Work order
From the entries below, gather each line containing the word "image".

<<<<

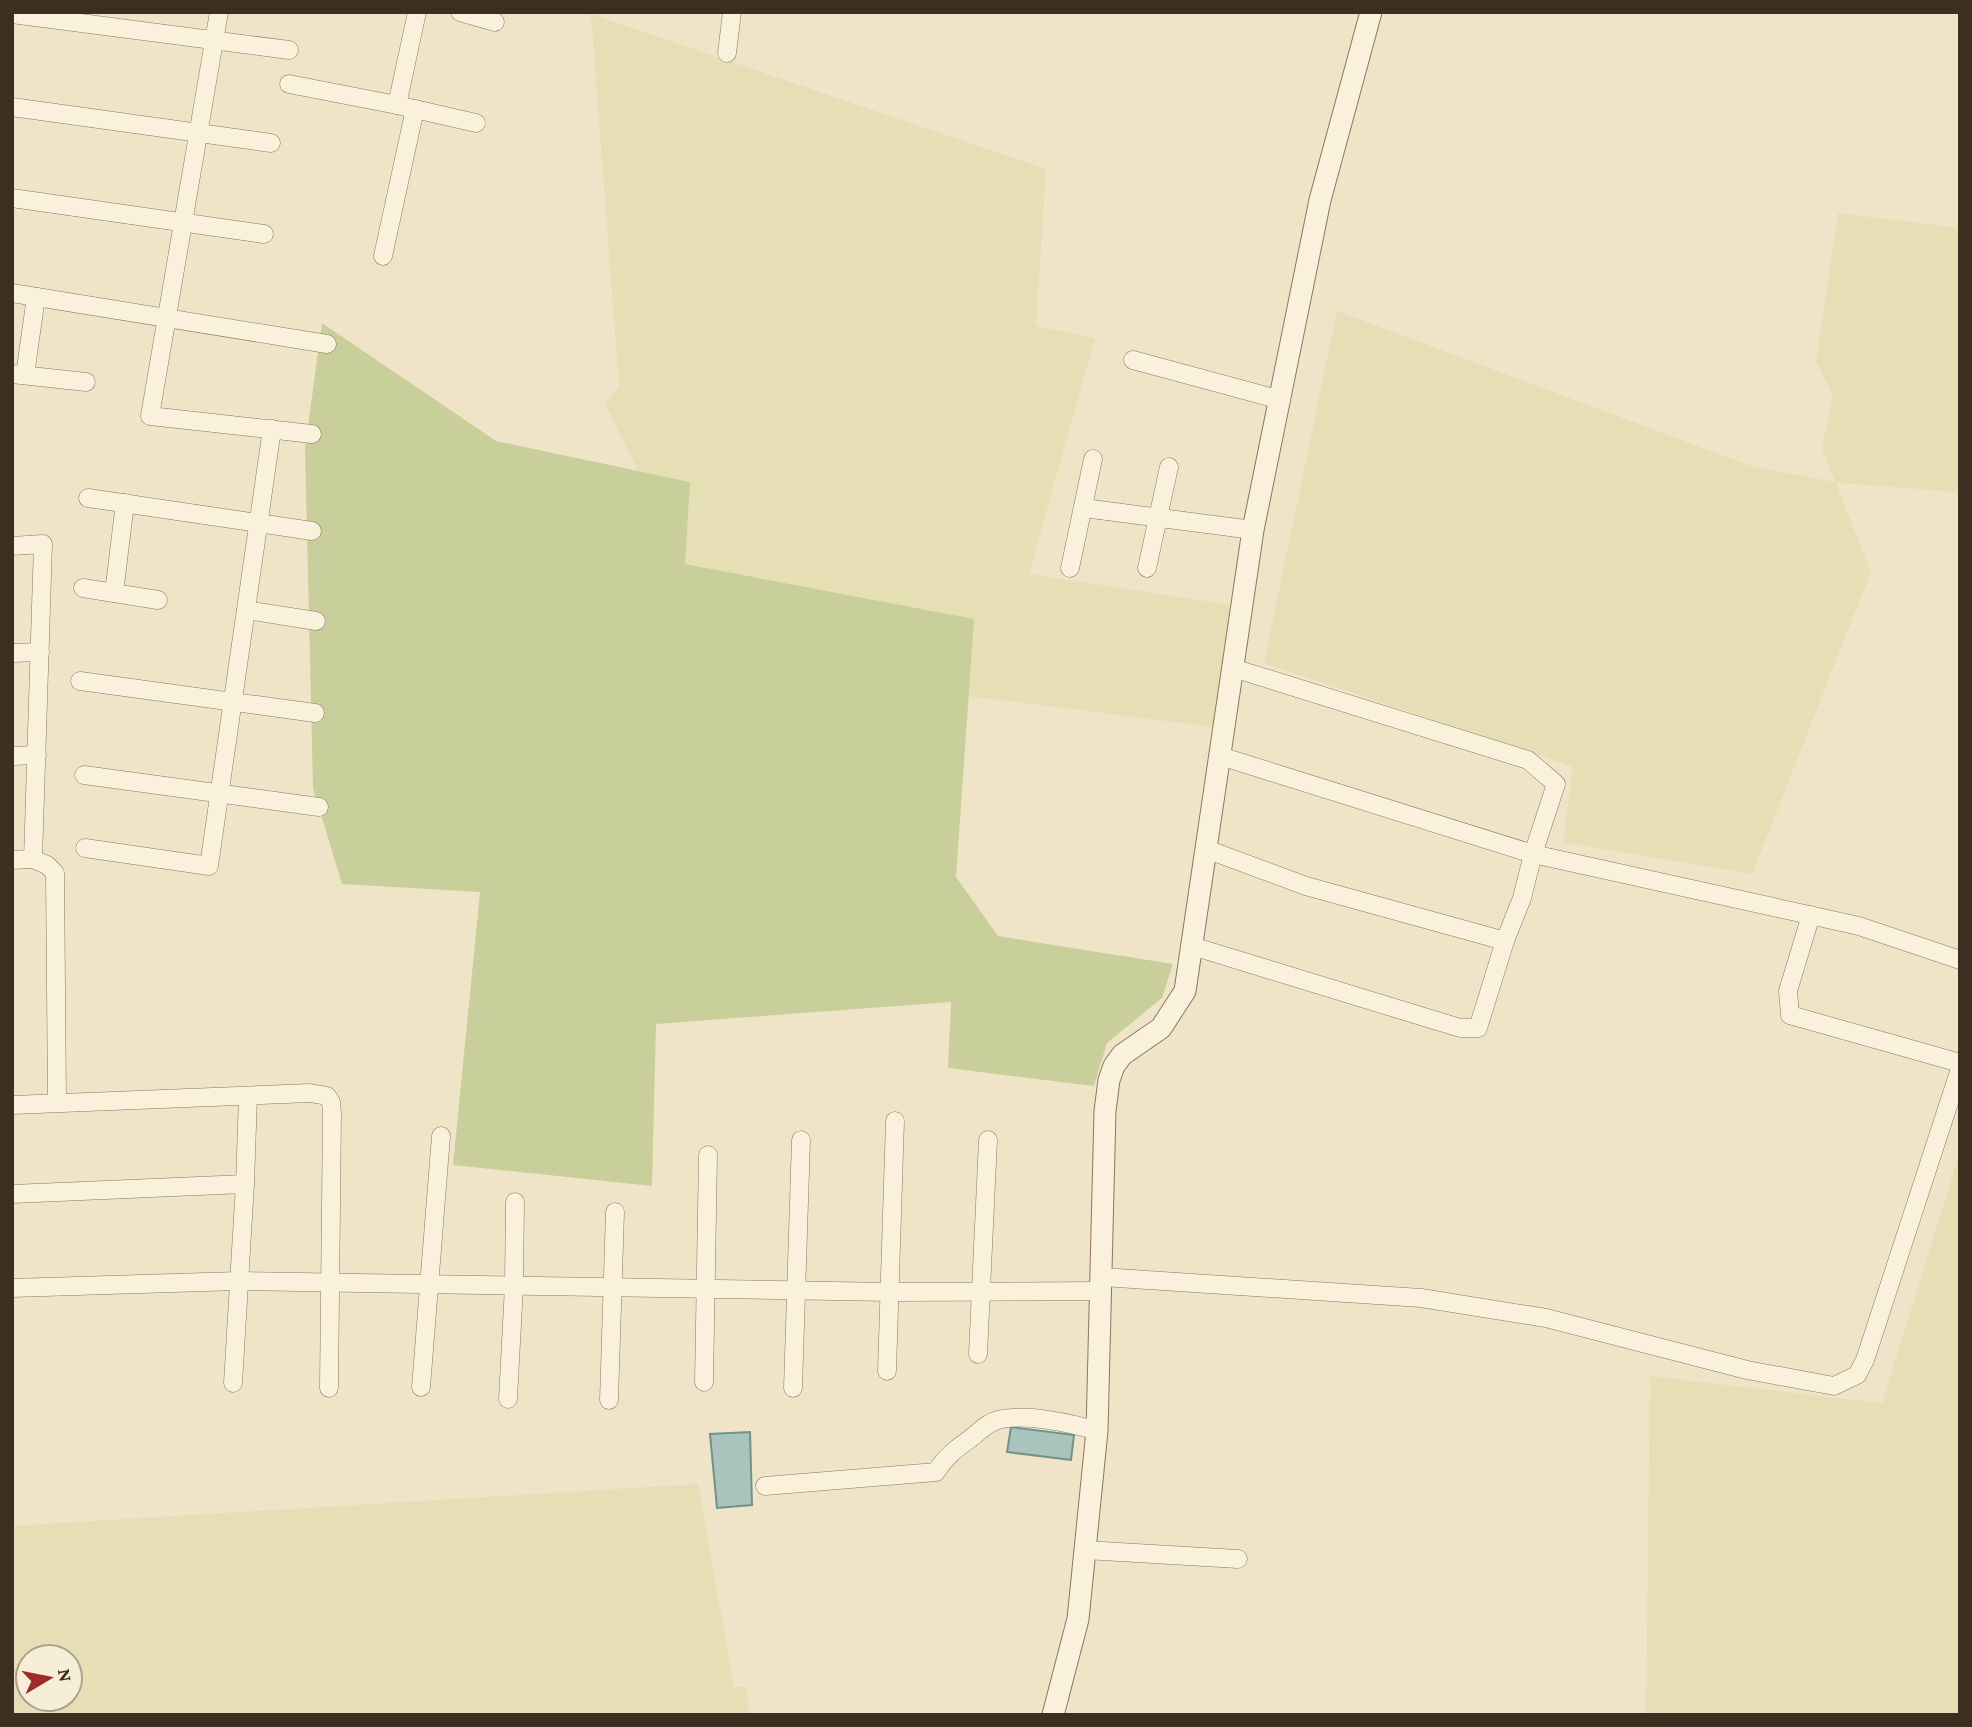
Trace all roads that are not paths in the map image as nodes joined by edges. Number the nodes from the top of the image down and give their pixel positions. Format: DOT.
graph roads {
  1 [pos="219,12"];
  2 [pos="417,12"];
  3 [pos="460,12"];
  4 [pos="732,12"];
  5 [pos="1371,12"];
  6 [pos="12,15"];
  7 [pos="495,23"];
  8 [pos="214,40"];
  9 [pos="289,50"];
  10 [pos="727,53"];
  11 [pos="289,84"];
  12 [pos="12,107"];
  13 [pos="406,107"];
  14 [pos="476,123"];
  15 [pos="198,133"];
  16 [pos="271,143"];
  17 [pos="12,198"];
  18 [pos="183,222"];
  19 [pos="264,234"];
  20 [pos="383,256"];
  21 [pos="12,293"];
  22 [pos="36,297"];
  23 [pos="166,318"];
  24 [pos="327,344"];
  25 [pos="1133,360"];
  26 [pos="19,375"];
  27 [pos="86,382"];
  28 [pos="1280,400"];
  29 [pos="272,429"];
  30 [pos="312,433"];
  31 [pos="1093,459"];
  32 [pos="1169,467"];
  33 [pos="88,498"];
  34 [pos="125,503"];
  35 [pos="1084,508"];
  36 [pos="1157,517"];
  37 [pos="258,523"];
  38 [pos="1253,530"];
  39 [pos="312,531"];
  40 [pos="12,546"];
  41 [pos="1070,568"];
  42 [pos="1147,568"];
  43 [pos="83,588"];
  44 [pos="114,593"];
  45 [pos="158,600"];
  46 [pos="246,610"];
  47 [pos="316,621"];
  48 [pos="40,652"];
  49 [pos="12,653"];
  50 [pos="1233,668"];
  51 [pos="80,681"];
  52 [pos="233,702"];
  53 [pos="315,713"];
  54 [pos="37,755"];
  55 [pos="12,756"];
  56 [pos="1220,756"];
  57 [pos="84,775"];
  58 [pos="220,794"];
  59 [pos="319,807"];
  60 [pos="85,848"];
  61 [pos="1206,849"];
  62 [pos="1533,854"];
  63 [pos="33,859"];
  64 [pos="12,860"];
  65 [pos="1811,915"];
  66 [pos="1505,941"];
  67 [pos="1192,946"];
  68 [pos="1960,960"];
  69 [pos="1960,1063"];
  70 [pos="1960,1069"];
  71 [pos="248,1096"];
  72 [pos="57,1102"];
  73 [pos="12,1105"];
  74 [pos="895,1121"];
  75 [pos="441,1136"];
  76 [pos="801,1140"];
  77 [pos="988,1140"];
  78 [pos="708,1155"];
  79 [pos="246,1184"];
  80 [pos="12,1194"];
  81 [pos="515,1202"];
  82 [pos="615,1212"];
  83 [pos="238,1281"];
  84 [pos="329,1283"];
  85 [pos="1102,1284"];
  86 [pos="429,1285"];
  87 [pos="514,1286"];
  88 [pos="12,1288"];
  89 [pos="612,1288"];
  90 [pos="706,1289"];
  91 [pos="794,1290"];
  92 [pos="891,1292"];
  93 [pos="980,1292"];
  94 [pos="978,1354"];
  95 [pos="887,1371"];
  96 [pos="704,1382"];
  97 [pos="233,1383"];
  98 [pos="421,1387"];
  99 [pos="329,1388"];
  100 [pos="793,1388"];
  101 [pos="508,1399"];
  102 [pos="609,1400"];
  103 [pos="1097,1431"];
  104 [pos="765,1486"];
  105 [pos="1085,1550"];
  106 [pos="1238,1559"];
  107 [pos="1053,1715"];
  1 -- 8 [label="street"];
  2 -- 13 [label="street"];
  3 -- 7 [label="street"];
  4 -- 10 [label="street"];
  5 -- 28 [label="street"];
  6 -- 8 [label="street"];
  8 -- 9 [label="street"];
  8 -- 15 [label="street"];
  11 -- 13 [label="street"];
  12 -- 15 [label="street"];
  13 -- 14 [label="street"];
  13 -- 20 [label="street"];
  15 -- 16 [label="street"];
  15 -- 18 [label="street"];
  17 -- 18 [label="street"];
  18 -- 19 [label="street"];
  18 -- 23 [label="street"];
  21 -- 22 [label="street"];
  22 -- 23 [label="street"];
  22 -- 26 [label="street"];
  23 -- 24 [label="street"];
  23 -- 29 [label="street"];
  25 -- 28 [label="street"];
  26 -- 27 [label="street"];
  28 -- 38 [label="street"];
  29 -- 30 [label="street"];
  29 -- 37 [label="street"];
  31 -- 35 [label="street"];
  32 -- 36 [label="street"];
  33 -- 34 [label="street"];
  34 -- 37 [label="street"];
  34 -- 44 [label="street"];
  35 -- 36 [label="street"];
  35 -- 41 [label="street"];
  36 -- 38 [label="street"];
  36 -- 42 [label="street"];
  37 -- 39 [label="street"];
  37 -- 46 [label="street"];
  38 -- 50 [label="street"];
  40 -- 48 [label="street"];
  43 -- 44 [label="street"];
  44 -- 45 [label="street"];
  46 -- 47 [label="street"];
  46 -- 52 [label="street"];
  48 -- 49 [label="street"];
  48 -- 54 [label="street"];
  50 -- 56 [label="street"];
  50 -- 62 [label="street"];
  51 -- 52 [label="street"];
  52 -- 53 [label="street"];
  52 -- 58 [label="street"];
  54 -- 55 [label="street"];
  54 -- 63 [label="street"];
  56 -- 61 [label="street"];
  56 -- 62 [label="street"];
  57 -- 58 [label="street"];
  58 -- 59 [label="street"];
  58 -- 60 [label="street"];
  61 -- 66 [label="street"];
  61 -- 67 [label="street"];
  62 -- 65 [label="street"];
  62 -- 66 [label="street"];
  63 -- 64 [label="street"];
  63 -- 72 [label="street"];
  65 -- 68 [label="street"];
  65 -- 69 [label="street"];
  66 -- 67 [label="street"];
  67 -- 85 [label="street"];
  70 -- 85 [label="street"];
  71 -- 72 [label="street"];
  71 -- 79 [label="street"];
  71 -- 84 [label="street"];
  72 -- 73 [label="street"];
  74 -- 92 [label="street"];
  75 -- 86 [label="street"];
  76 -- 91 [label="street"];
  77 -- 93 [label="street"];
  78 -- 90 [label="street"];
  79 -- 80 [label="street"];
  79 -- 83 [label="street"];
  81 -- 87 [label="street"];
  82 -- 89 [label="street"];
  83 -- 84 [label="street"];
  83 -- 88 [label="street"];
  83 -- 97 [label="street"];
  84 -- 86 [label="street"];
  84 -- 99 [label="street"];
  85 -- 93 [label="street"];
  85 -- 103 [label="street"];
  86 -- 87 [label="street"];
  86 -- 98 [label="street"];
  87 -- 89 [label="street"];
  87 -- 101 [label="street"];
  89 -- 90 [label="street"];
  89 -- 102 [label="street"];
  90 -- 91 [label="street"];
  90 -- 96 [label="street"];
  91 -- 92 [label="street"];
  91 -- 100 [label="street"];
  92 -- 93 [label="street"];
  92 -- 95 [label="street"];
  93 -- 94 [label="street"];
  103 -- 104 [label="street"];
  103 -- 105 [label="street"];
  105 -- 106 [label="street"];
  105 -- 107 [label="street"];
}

>>>>
<<<<

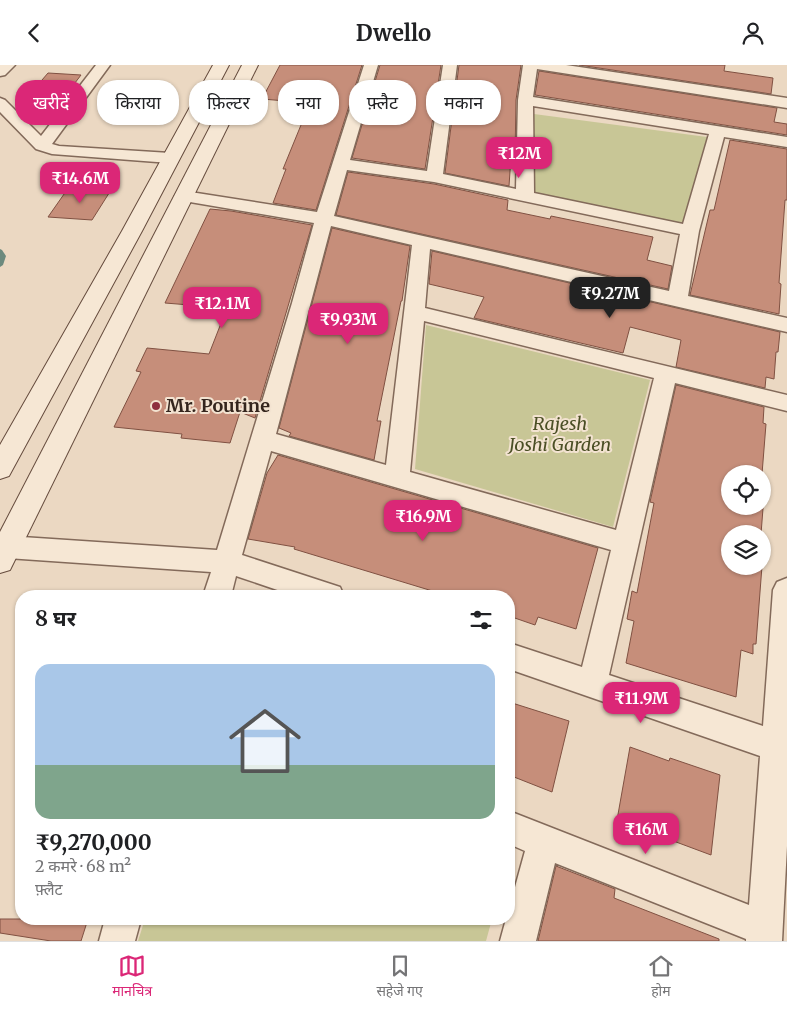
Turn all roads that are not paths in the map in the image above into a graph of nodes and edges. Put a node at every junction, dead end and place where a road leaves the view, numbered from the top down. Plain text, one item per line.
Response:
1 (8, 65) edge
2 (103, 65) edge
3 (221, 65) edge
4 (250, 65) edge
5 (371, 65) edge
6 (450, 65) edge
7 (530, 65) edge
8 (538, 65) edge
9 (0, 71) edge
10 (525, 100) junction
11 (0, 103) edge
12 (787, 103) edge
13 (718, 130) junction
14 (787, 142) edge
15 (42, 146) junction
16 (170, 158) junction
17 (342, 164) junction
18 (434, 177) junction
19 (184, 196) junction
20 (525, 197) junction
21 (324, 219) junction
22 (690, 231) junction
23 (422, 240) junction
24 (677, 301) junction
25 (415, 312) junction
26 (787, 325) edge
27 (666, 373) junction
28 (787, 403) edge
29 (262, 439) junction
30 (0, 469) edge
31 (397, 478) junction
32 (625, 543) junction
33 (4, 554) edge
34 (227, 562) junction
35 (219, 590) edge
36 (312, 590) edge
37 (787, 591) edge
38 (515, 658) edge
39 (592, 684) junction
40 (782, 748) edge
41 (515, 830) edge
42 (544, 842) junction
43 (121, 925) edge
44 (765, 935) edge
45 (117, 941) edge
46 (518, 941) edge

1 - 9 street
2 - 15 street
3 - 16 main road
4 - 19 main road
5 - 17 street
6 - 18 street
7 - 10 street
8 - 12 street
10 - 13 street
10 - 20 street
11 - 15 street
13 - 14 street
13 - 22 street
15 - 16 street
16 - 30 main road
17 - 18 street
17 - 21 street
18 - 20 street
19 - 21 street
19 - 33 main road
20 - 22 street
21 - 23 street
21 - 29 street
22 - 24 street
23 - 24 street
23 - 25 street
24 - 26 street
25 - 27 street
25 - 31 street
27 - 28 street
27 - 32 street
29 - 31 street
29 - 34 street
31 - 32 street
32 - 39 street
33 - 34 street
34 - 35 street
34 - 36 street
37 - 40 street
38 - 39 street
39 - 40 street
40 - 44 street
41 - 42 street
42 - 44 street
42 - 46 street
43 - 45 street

>>>>

Finished exercise
Trace all roads that are not paths in the map image as nodes joined by edges. Number the nodes from the top of the image down and give their pixel positions. Format: DOT.
Turn all roads that are not paths in the map in the image above into a graph of nodes and edges. Put a node at every junction, dead end and place where a road leaves the view, numbered from the top down. Plain text, one item per line.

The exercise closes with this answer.